South Korea is likely to build new nuclear-powered submarines in order to counter North Korea’s Submarine-launched ballistic missile (SLBM) threat.
South Korean military experts feel there is a necessity to build submarines that are capable of countering North Korean submarine launched Ballistic missiles.
According to a report by Japanese news daily, Shimbun North Korean leader Kim Jong-un has ordered the construction of a new submarine equipped with two or three launchers for SLBMs by September 2018.
A pro-North Korean newspaper based in Japan claimed that North Korea is in the final stages of deploying SLBMs for combat use. The Chosun Sinbo said that the latest successful SLBM launch reaffirmed that the country is not far away from deploying the missiles operationally, Yonhap reported Friday.
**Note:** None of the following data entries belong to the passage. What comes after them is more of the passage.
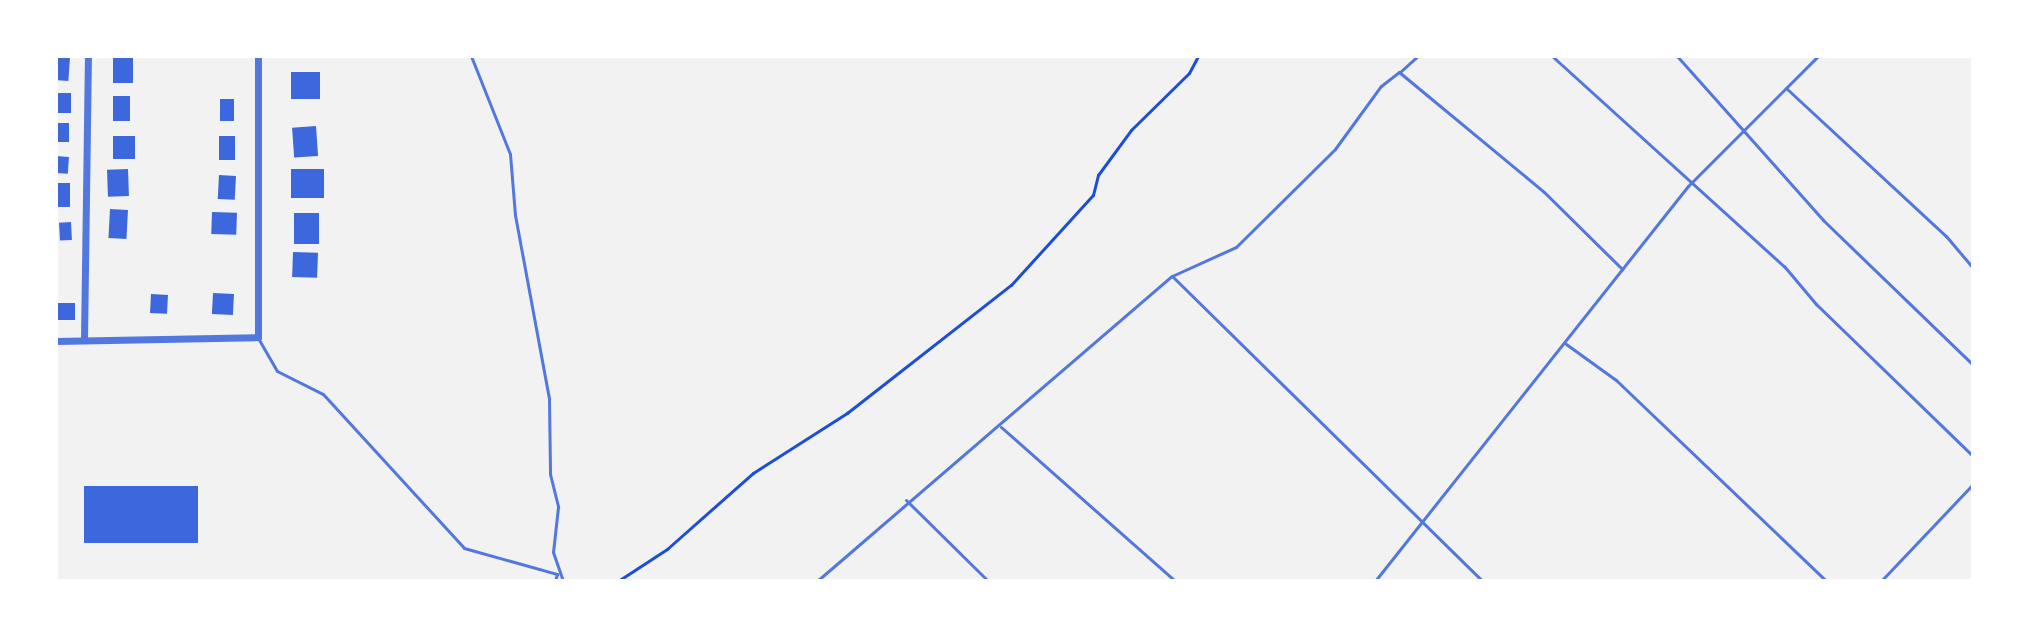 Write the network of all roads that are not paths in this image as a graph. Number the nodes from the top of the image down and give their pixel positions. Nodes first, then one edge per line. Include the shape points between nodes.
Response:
1 (88, 56) edge
2 (258, 56) edge
3 (471, 56) edge
4 (1418, 56) edge
5 (1552, 56) edge
6 (1677, 56) edge
7 (1818, 56) edge
8 (1399, 72) junction
9 (1786, 88) junction
10 (1744, 131) junction
11 (1692, 183) junction
12 (1973, 268) edge
13 (1623, 270) junction
14 (1172, 276) junction
15 (258, 337) junction
16 (84, 340) junction
17 (56, 341) edge
18 (1565, 344) junction
19 (1973, 365) edge
20 (1001, 427) junction
21 (1973, 456) edge
22 (1973, 484) edge
23 (906, 500) junction
24 (1424, 523) junction
25 (557, 574) junction
26 (555, 581) edge
27 (563, 581) edge
28 (817, 581) edge
29 (988, 581) edge
30 (1175, 581) edge
31 (1375, 581) edge
32 (1482, 581) edge
33 (1826, 581) edge
34 (1881, 581) edge

1 - 16 street
2 - 15 street
3 - 25 lane via 510,154 515,215 549,399
4 - 8 lane
5 - 11 lane
6 - 10 lane
7 - 9 lane
8 - 13 lane via 1544,192
8 - 14 lane via 1381,86 1335,149 1236,247
9 - 10 lane
9 - 12 lane via 1946,236
10 - 11 lane
10 - 19 lane via 1864,263
11 - 13 lane
11 - 21 lane via 1784,266 1816,304
13 - 18 lane
14 - 20 lane
14 - 24 lane
15 - 16 street
15 - 25 lane via 277,371 323,394 464,548
16 - 17 street
18 - 24 lane
18 - 33 lane via 1616,380
20 - 23 lane
20 - 30 lane
22 - 34 lane
23 - 28 lane
23 - 29 lane
24 - 31 lane
24 - 32 lane
25 - 26 lane
25 - 27 lane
South Korea should possess a nuclear submarine with higher endurance than conventional diesel-electric counterparts to counter the North's SLMBs, the news agency quoted unnamed analysts as saying. The move follows North Korea’s test-fire of a SLBM that flew about 500 kilometers earlier this week.
Once submarine starts moving into the water, it is difficult to locate it, hindering effective and timely response, a military expert said. However, the best way to deal against SLBM threats is to preemptively attack the missile-armed submarine in the event of an emergency situation.
The North Korean 2,000 ton-submarine model is believed to be able to operate underwater for only a few hours and to possess only one ballistic missile silo within its sail.
If an SLBM is capable of carrying a small nuclear warhead, it can pose a formidable threat, as the North would be able to hit targets theoretically from anywhere with little warning, the expert added.
"The only realistic way to counter SLBMs is to deploy a nuclear-powered submarine so they can maintain constant watch on a North Korean submarine base," said Moon Keun-sik, an expert at the Korea Defense and Security Forum said.
A nuclear-powered submarine can remain submerged as long as it has fuel, making it possible to operate privately underwater for a very long stretch of time. On the cotrary, a diesel-electric submarine has to go up to the surface to recharge its batteries, which can expose it to detection by an enemy, whereas .
South Korea is seeking to build nine 3,000-ton submarines in three batches as part of its so-called Chang Bogo-III project. The move is aimed at building submarines with local technology that can better meet the country's future defense needs, Boo Hyeong-wook, a chief research fellow at the Korea Institute for Defense Analyses (KIDA) said.
But the nuclear energy pact with the US would enable Seoul to design and build part of these submarines to have nuclear propulsion, the research fellow said.